その中で、鬼龍と守沢は同居している子どもたちを連れてきていた。理由は一つ、プロデューサーが喜ぶから、である。プレゼントも当然用意していて、ただ渡すよりは子どもたちに渡してもらった方が喜ぶんじゃないかと思って。それで子どもたちにお願いしていたわけである。

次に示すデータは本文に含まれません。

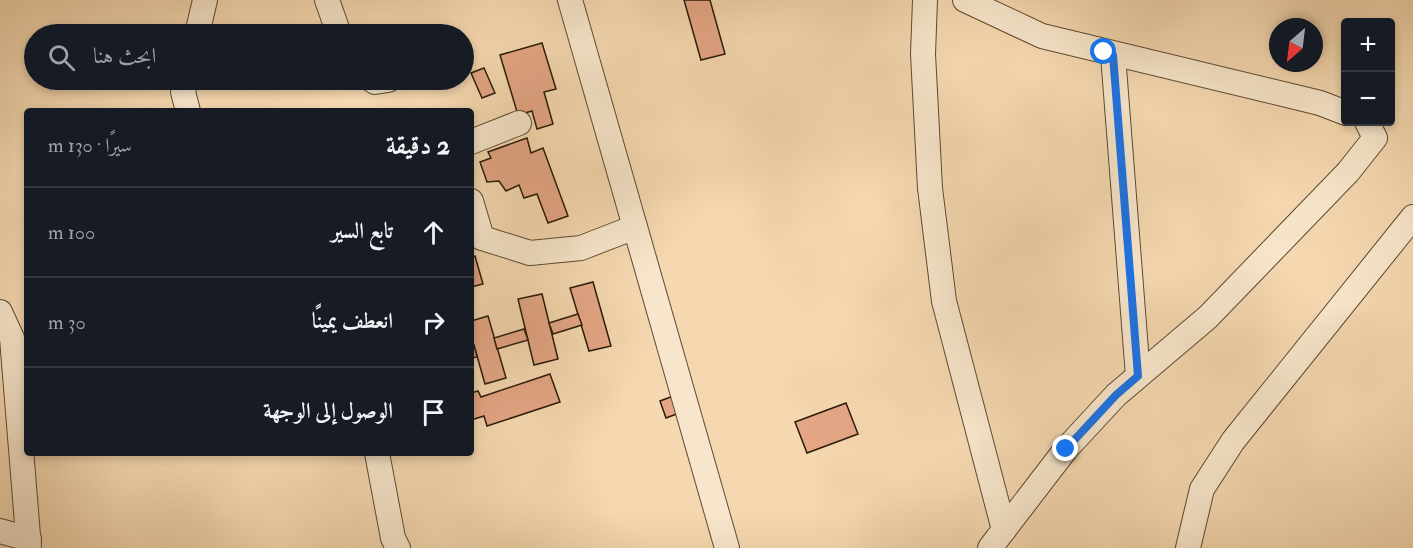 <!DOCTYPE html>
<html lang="ar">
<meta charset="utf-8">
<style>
:root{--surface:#171b24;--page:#242831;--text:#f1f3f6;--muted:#9ea1a6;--line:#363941}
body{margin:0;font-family:"IM FELL Double Pica",Amiri,serif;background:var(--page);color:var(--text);direction:rtl}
.controls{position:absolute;right:18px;top:18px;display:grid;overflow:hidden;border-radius:6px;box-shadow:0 3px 9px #0003}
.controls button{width:54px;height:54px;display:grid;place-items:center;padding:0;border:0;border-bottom:2px solid var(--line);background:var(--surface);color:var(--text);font:30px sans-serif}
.compass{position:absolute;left:1269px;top:18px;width:54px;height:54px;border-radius:50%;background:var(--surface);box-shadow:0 3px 9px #0003;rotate:208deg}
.stop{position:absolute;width:18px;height:18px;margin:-14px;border:4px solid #1a73e8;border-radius:50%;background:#fff}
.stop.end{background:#1a73e8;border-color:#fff;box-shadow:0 2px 6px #0008}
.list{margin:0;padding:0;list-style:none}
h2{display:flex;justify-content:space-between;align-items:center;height:78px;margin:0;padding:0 24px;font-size:26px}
h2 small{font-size:20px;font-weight:400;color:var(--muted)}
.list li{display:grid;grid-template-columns:39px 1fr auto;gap:18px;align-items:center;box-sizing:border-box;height:90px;padding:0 24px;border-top:2px solid var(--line)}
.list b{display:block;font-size:22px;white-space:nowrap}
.list em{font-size:20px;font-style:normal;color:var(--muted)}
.icon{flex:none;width:33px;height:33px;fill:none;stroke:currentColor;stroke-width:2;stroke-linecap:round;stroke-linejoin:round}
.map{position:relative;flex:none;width:1413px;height:548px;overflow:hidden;direction:ltr}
.search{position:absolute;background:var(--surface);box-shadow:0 3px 9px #0003;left:24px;top:24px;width:450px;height:66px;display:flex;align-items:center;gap:15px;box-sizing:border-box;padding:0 21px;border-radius:33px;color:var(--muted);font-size:22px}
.panel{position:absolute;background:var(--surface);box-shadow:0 3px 9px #0003;left:24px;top:108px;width:450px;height:348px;border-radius:6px;direction:rtl}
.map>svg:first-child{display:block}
</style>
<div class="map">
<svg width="1413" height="548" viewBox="0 0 1413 548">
<rect width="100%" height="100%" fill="#f5d8b0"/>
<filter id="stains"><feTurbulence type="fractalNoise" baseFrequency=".00333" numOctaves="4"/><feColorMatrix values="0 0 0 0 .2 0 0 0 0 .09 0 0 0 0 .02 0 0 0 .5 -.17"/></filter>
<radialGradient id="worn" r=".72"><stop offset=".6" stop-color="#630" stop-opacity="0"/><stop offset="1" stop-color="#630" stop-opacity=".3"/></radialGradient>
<g fill="#e5a685" stroke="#281a08" stroke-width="1.5">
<polygon points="684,0 710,0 725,54 701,60"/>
<polygon points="542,43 556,89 544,92 553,124 537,129 532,111 518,115 500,55"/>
<polygon points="484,68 495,93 482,98 471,73"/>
<polygon points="527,138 531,153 543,148 568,216 548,223 537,194 524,198 519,185 506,191 499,181 487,182 480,162 491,158 488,152"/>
<polygon points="475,256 483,284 471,287 471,258"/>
<polygon points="593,282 611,346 589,351 570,288"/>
<polygon points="542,294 558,359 534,365 518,299"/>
<polygon points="578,314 582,325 553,334 549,323"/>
<polygon points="488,316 506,378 485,384 471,335 471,321"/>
<polygon points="524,329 528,340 497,349 494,338"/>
<polygon points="474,345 477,357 471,358 471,346"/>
<polygon points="550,374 560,402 487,426 484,416 471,420 471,393 478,391 481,397"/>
<polygon points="676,395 682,412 666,418 660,401"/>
<polygon points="846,403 858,434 807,453 795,422"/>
</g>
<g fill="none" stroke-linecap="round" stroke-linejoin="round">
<g stroke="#5b4a32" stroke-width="26">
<g id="minor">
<polyline points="327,0 339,34"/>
<polyline points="570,0 727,548"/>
<polyline points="925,0 923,54 930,188 944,301 1004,530"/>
<polyline points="965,0 1042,36 1320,103 1346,113"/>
<polyline points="197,34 205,0"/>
<polyline points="1113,55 1138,376"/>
<polyline points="186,80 183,92 188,111"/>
<polyline points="372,80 375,82 388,80"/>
<polyline points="471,142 519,123"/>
<polyline points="471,201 482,238 530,253 581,248 635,227"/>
<polyline points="0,312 12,338 29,548"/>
<polyline points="377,453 393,538 398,548"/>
<polyline points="0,531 29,539"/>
<polyline points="990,548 1066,449 1116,395 1208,317 1348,172 1375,138 1367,122"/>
<polyline points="1188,548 1202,489 1233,441 1413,217"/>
</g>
</g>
<use href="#minor" stroke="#f8e6cc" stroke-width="24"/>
</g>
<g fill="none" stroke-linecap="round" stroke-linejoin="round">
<polyline stroke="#1a73e8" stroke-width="8" points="1066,449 1116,395 1138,376 1113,55 1104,52"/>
</g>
<rect width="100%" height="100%" filter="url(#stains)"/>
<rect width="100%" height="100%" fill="url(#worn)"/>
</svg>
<div class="controls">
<button>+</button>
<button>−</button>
</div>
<svg class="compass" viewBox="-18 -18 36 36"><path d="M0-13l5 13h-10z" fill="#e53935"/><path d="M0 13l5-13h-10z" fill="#9ea1a6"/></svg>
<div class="stop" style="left:1104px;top:52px"></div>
<div class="stop end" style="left:1066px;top:449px"></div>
<div class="search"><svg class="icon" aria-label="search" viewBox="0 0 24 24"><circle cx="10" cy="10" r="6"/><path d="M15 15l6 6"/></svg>ابحث هنا</div>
<section class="panel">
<h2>2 دقيقة<small>سيرًا · 130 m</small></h2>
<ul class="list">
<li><svg class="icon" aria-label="ahead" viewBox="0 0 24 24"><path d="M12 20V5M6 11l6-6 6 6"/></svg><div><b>تابع السير</b></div><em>100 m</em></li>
<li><svg class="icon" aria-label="right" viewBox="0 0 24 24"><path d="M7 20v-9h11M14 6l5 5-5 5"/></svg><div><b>انعطف يمينًا</b></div><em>30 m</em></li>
<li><svg class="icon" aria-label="arrive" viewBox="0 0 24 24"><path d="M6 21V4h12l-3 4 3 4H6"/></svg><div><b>الوصول إلى الوجهة</b></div></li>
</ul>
</section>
</div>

人見知り、というか警戒心が強い子どもたちだけれど、なんだかんだでプロデューサーは騒ぎつつも彼らによくしてくれているから、子どもたちも納得したようで、それぞれがプレゼントを抱え、手を繋いでプロデューサーの方へ向かっていった。鬼龍と守沢もそっと後ろから付いていく。
「きゅっきゅきゅー!」
「うー!」
プレゼントを差し出され、喜びすぎたプロデューサーが子どもたちを抱き締める。いつもなら抵抗しそうな狼くんもしかめっ面だがおとなしくしているのは、彼なりのお祝いと感謝の気持ちだろう。小鹿くんはにこにこしているのでとてもかわいい。
『プロデューサー、誕生日おめでとう!』
鬼龍と守沢も、声を揃えてプロデューサーを祝った。
感激でプロデューサーが倒れるまでもう少し。